— EXERCISE DIRECTIONS —
Transcribe the records word for word. Leave every picture out.

Saved entries:
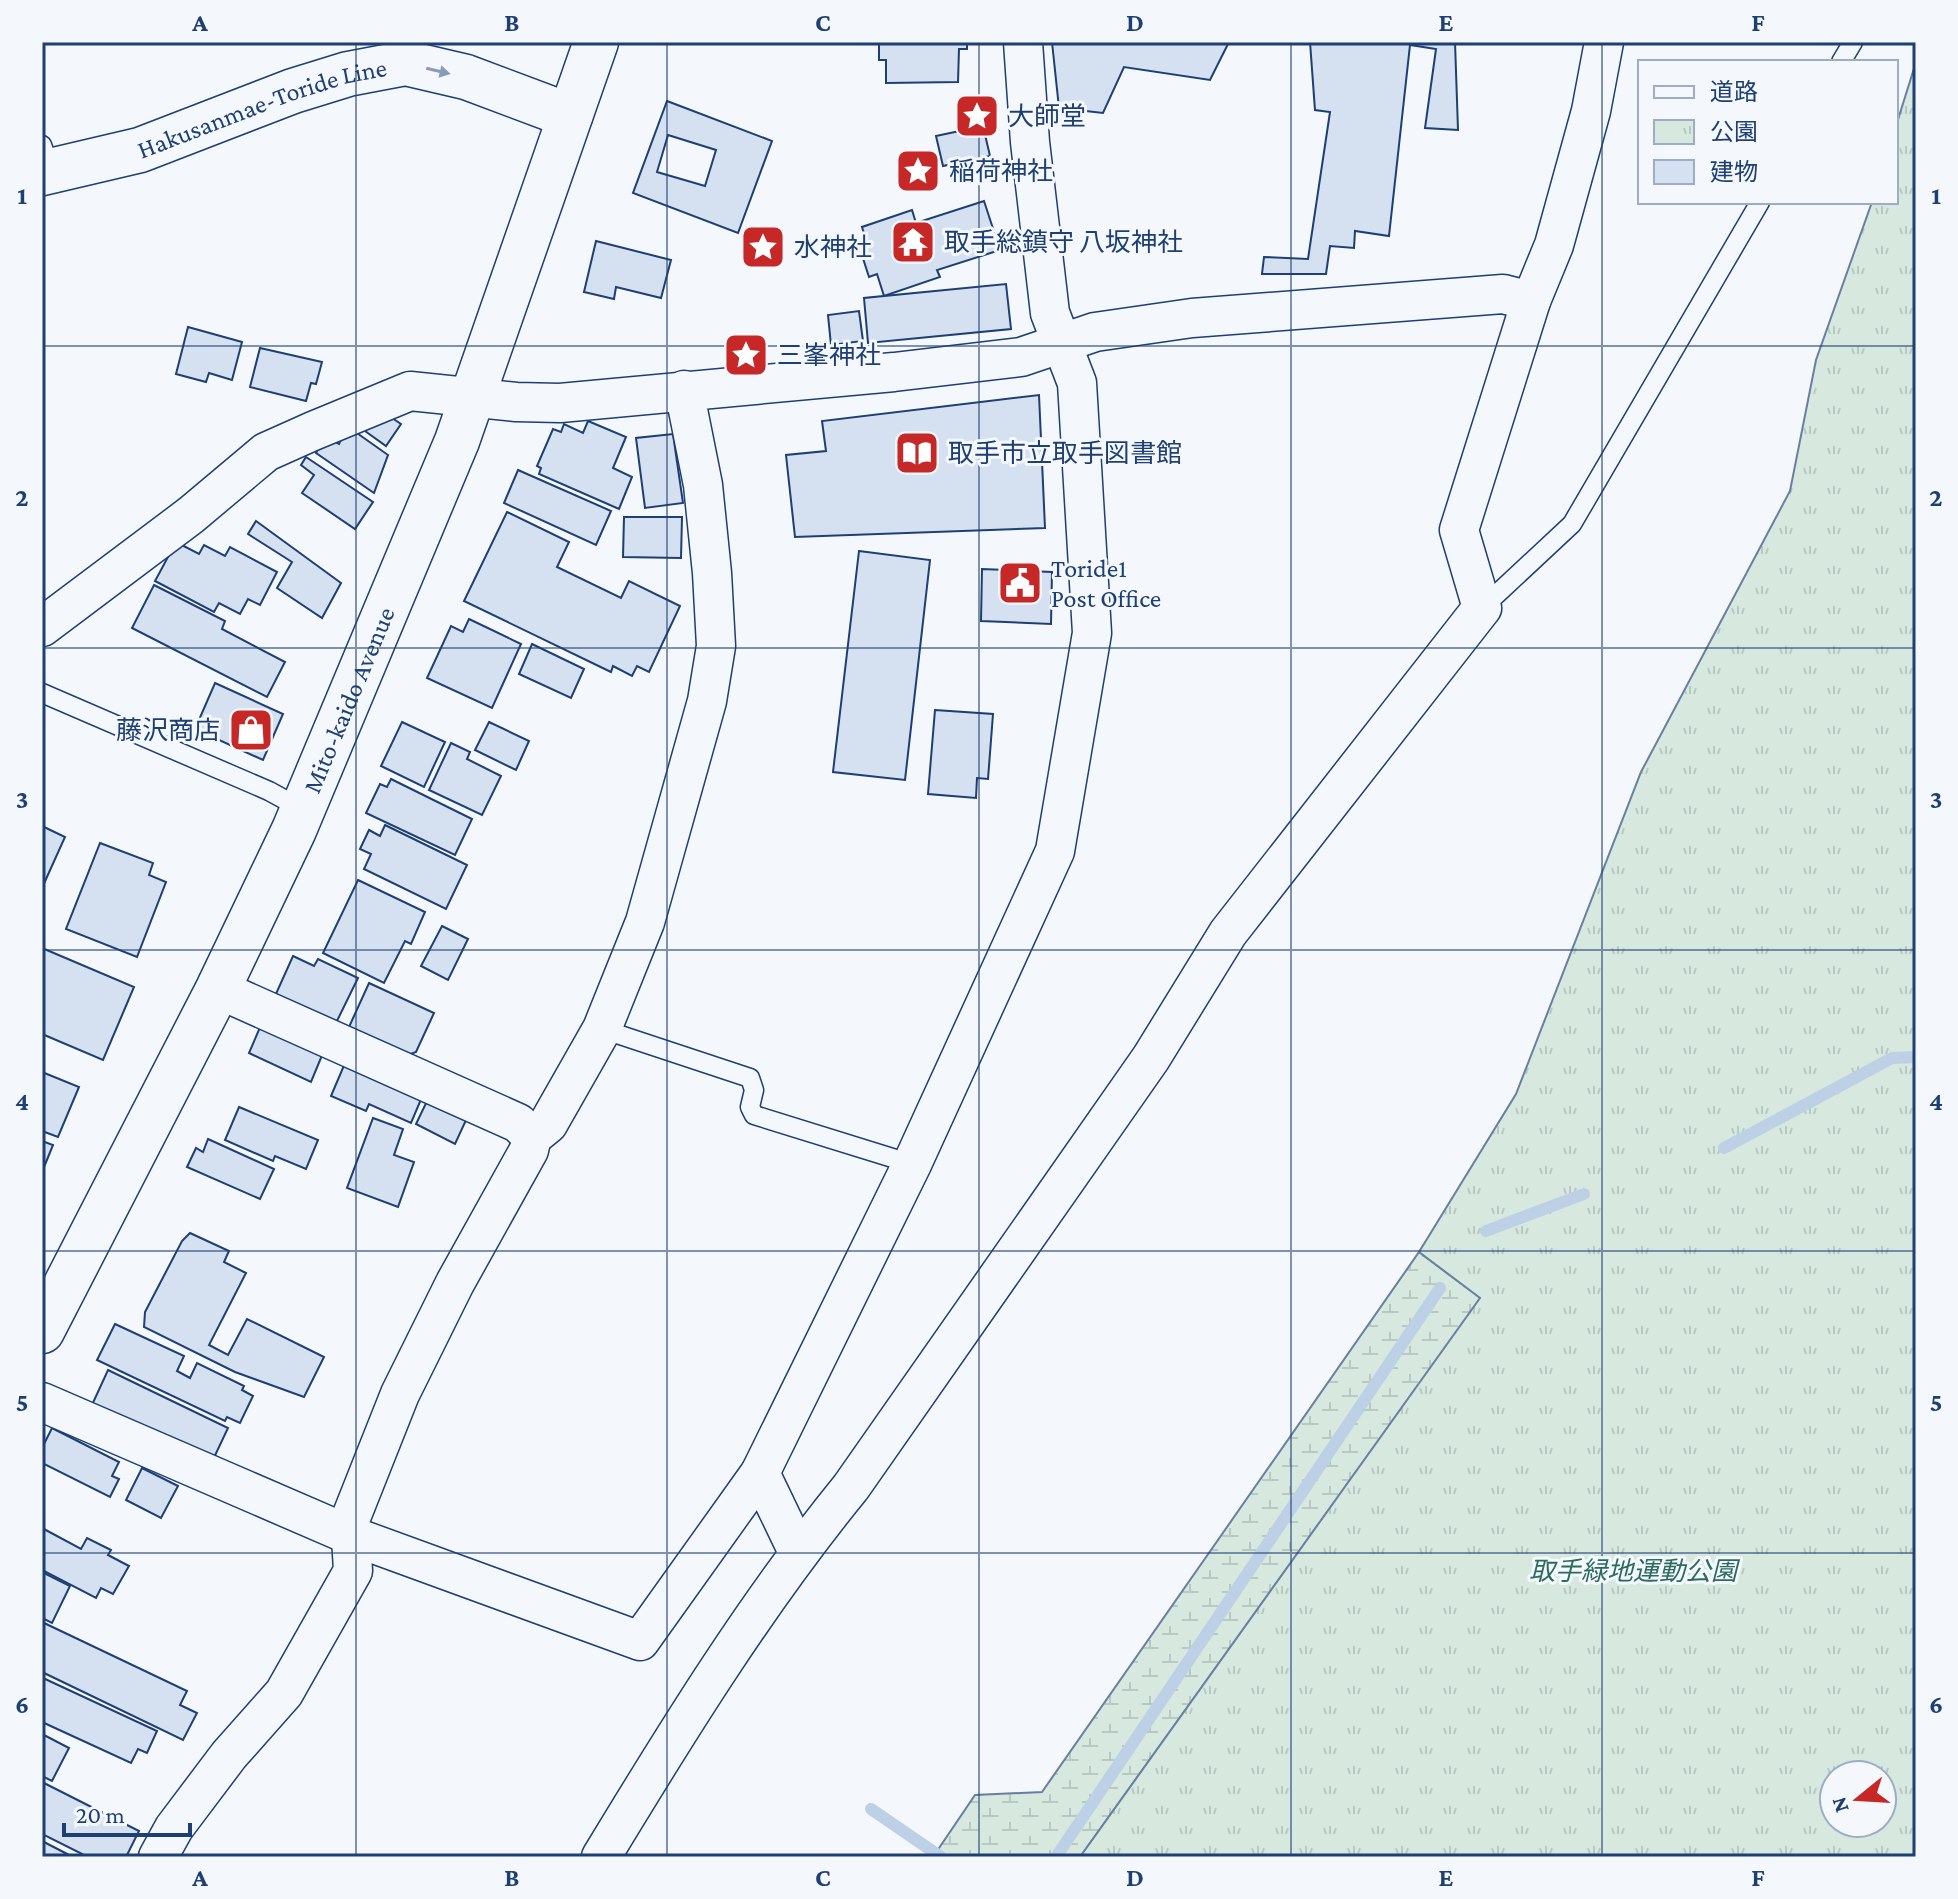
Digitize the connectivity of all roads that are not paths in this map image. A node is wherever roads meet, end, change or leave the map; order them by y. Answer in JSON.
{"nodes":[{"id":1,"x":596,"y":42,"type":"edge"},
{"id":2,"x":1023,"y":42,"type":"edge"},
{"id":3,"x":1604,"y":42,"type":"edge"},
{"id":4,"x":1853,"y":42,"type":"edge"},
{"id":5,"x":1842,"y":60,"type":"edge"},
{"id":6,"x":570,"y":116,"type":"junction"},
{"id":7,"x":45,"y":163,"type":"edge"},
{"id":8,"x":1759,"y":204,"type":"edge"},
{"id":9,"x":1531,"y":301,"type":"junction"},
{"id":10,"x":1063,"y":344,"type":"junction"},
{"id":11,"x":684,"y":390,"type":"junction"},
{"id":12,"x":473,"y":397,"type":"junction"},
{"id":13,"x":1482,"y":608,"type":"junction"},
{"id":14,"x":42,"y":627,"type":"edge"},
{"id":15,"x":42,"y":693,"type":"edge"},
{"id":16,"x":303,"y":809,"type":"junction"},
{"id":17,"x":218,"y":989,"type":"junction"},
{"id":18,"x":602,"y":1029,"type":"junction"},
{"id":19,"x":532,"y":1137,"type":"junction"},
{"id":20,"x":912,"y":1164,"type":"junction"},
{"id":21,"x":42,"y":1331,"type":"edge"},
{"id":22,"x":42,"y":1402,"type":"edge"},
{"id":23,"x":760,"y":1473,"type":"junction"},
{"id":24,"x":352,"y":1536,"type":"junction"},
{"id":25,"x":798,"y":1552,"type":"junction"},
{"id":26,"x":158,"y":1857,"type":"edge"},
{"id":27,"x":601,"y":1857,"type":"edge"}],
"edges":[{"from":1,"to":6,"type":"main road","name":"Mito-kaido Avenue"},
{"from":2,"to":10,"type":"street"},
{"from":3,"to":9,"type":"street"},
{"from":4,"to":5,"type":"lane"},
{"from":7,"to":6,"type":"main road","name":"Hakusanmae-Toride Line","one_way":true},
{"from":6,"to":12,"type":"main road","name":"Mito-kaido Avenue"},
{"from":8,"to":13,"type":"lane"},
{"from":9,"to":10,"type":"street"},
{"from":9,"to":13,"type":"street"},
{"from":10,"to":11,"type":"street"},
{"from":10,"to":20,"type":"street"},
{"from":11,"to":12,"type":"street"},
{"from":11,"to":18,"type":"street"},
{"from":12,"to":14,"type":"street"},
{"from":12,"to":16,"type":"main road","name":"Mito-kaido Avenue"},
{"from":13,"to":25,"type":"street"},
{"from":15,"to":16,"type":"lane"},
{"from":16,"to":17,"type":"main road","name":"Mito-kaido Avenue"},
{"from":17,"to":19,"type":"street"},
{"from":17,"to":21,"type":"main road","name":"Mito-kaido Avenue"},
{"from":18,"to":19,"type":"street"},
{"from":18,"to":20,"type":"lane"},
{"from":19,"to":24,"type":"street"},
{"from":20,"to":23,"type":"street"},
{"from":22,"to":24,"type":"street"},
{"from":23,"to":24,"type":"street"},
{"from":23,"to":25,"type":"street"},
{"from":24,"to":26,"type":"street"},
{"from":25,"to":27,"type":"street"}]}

— RESULT FOR THIS TASK —
Digitize the connectivity of all roads that are not paths in this map image. A node is wherever roads meet, end, change or leave the map; order them by y. Answer in JSON.
{"nodes":[{"id":1,"x":596,"y":42,"type":"edge"},
{"id":2,"x":1023,"y":42,"type":"edge"},
{"id":3,"x":1604,"y":42,"type":"edge"},
{"id":4,"x":1853,"y":42,"type":"edge"},
{"id":5,"x":1842,"y":60,"type":"edge"},
{"id":6,"x":570,"y":116,"type":"junction"},
{"id":7,"x":45,"y":163,"type":"edge"},
{"id":8,"x":1759,"y":204,"type":"edge"},
{"id":9,"x":1531,"y":301,"type":"junction"},
{"id":10,"x":1063,"y":344,"type":"junction"},
{"id":11,"x":684,"y":390,"type":"junction"},
{"id":12,"x":473,"y":397,"type":"junction"},
{"id":13,"x":1482,"y":608,"type":"junction"},
{"id":14,"x":42,"y":627,"type":"edge"},
{"id":15,"x":42,"y":693,"type":"edge"},
{"id":16,"x":303,"y":809,"type":"junction"},
{"id":17,"x":218,"y":989,"type":"junction"},
{"id":18,"x":602,"y":1029,"type":"junction"},
{"id":19,"x":532,"y":1137,"type":"junction"},
{"id":20,"x":912,"y":1164,"type":"junction"},
{"id":21,"x":42,"y":1331,"type":"edge"},
{"id":22,"x":42,"y":1402,"type":"edge"},
{"id":23,"x":760,"y":1473,"type":"junction"},
{"id":24,"x":352,"y":1536,"type":"junction"},
{"id":25,"x":798,"y":1552,"type":"junction"},
{"id":26,"x":158,"y":1857,"type":"edge"},
{"id":27,"x":601,"y":1857,"type":"edge"}],
"edges":[{"from":1,"to":6,"type":"main road","name":"Mito-kaido Avenue"},
{"from":2,"to":10,"type":"street"},
{"from":3,"to":9,"type":"street"},
{"from":4,"to":5,"type":"lane"},
{"from":7,"to":6,"type":"main road","name":"Hakusanmae-Toride Line","one_way":true},
{"from":6,"to":12,"type":"main road","name":"Mito-kaido Avenue"},
{"from":8,"to":13,"type":"lane"},
{"from":9,"to":10,"type":"street"},
{"from":9,"to":13,"type":"street"},
{"from":10,"to":11,"type":"street"},
{"from":10,"to":20,"type":"street"},
{"from":11,"to":12,"type":"street"},
{"from":11,"to":18,"type":"street"},
{"from":12,"to":14,"type":"street"},
{"from":12,"to":16,"type":"main road","name":"Mito-kaido Avenue"},
{"from":13,"to":25,"type":"street"},
{"from":15,"to":16,"type":"lane"},
{"from":16,"to":17,"type":"main road","name":"Mito-kaido Avenue"},
{"from":17,"to":19,"type":"street"},
{"from":17,"to":21,"type":"main road","name":"Mito-kaido Avenue"},
{"from":18,"to":19,"type":"street"},
{"from":18,"to":20,"type":"lane"},
{"from":19,"to":24,"type":"street"},
{"from":20,"to":23,"type":"street"},
{"from":22,"to":24,"type":"street"},
{"from":23,"to":24,"type":"street"},
{"from":23,"to":25,"type":"street"},
{"from":24,"to":26,"type":"street"},
{"from":25,"to":27,"type":"street"}]}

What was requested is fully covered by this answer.